Knowledge of the halal food laws is important to the Muslim populations globally who observe these laws and to food companies that wish to market to these populations and to interested consumers who do not observe these laws.
The halal dietary laws determine which foods are “lawful” or permitted for Muslims. These laws are found in the Quran and in the Sunna, the practice of the Prophet Muhammad, as recorded in the books of Hadith, the Traditions.
Islamic law is referred to as Shari’ah and has been interpreted by Muslim scholars over the years. The basic principles of the Islamic laws remain definite and unaltered. However, their interpretation and application may change according to the time, place, and circumstances.
Besides the 2 basic sources of Islamic law, Quran and the Sunna, 2 other sources of jurisprudence are used in determining the permissibility of food, when a contemporary situation is not explicitly covered by the first 2 basic sources.
- The first is Ijma, meaning a consensus of legal opinion.
- The second is Qiyas, meaning reasoning by analogy.
In the latter case, the process of Ijtihad, or exerting oneself fully to derive and answer to the problem, is used.
“Unconventional sources of ingredients, synthetic materials, and innovations in slaughter and processing are some of the issues Muslim scholars are dealing with”
Why do Muslims follow the halal dietary laws?
The main reason for the observance of the Islamic faith is to follow the Divine Orders. “O ye who believe! Eat of the good things wherewith WE have provided you, and render thanks to ALLAH if it is He whom ye worship.” (Quran II:172)
God reminds the believers time and again in the Holy Scripture to eat what is “Halalan Tayyiban,” meaning “permitted and good or wholesome.”
“O, Mankind! Eat of that which is Lawful and Wholesome in the earth . . . .” (Quran II:168)
“Eat of the good things. We have provided for your sustenance, but commit no excess therein.” (Quran XX:81)
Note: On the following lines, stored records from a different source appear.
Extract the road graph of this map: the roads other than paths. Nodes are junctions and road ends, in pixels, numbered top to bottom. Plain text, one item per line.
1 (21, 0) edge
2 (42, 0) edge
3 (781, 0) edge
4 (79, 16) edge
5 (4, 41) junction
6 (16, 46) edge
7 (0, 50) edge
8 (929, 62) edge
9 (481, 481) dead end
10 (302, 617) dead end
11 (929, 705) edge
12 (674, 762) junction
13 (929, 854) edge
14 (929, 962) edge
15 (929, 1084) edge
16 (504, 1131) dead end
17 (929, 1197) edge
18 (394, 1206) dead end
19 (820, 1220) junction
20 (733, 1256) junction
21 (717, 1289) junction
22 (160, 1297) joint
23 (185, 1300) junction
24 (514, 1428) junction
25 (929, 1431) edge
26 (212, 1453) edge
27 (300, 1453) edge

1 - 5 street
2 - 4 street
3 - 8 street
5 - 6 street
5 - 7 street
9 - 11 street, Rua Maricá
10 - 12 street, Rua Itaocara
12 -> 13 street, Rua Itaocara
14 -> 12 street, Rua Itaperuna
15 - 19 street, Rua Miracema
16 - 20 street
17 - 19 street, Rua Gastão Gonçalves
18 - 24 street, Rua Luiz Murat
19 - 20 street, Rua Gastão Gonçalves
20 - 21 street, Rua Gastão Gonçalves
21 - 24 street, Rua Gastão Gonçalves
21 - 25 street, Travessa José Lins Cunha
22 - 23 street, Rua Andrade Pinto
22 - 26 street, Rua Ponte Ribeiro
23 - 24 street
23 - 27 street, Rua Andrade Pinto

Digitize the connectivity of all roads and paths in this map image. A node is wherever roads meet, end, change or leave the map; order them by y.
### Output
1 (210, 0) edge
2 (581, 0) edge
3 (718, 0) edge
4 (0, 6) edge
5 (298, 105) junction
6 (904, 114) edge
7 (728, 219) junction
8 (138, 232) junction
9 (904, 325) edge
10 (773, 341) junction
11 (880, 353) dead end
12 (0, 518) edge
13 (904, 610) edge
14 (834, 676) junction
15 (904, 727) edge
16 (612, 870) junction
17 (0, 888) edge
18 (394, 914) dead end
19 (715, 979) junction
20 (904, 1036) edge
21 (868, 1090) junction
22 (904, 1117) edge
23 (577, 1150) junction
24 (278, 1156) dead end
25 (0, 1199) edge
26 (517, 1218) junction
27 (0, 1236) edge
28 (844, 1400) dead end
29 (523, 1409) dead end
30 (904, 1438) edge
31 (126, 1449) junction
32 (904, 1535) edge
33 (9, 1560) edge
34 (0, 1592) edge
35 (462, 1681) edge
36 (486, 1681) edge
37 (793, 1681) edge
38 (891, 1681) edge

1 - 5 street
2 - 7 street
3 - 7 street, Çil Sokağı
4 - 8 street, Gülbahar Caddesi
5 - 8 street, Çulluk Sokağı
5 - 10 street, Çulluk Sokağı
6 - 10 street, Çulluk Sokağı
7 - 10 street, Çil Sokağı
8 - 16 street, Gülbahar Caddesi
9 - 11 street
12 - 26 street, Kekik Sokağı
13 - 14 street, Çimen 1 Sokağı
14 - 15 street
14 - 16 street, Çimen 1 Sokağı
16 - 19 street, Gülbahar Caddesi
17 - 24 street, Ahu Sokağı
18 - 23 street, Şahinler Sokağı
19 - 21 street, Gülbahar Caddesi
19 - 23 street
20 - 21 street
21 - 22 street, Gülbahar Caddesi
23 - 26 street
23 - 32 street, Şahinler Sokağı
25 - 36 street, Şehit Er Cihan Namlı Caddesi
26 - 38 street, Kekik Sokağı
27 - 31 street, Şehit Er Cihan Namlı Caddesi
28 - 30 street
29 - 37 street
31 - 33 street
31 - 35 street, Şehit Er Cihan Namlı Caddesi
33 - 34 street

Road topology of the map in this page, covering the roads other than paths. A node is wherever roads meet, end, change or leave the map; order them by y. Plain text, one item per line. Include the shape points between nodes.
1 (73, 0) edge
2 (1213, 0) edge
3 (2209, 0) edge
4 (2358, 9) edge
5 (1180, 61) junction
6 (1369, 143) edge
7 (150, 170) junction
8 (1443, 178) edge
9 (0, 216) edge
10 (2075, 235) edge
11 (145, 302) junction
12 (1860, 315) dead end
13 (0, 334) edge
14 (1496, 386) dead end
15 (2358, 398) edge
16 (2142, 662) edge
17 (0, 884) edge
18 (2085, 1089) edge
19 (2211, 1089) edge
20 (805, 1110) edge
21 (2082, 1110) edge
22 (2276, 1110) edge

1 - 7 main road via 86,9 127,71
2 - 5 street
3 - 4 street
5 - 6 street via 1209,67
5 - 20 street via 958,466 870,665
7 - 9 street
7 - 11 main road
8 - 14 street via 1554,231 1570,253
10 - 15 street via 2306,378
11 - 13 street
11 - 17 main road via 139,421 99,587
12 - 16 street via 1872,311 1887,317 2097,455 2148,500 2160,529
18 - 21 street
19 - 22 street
Again in Sura 6 of the Quran, entitled “Cattle,” Muslims are instructed to eat the meat of animals upon which Allah’s name has been invoked. This is generally interpreted as meaning that an invocation has to be made at the time of slaughtering an animal.
“Eat of that over which the name of Allah hath been mentioned, if ye are believers in His revelations.” (Quran VI:119)
While Muslims eat what is permitted specifically or by implication, albeit without comment, they avoid eating what is specifically disallowed, such as:
“And eat not of that whereupon Allah’s name hath not been mentioned, for lo, It is abomination. Lo! The devils do inspire their minions to dispute with you. But if ye obey them, ye will be in truth idolators.” (Quran VI:121)
The majority of Islamic scholars are of the opinion that this verse deals with proper slaughtering of the allowed animals.
Since Muslim dietary laws relate to Divine permissions and prohibitions, if anyone observes these laws, he or she is rewarded in the hereafter, but if anyone violates these laws, he or she may receive punishment accordingly. The rules for those foods that are not specifically prohibited may be interpreted differently by various scholars.
The things that are specifically prohibited are just a few in number, and are summarized in the following verses:
“Forbidden unto you are: carrion and blood and swine flesh, and that which hath been dedicated unto any other than Allah, and the strangled, and the dead through beating, and the dead through falling from a height, and that which hath been killed by the goring of horns, and the devoured of wild beasts save that which ye make lawful, and that which hath been immolated to idols. And that ye swear by the divining arrows. This is abomination.” (Quran V:3)
Although these permissions and prohibitions as a divine injunction are enough for a Muslim to observe the laws, it is believed that the dietary laws are based on health reasons that suggest impurity or harmfulness of prohibited foods.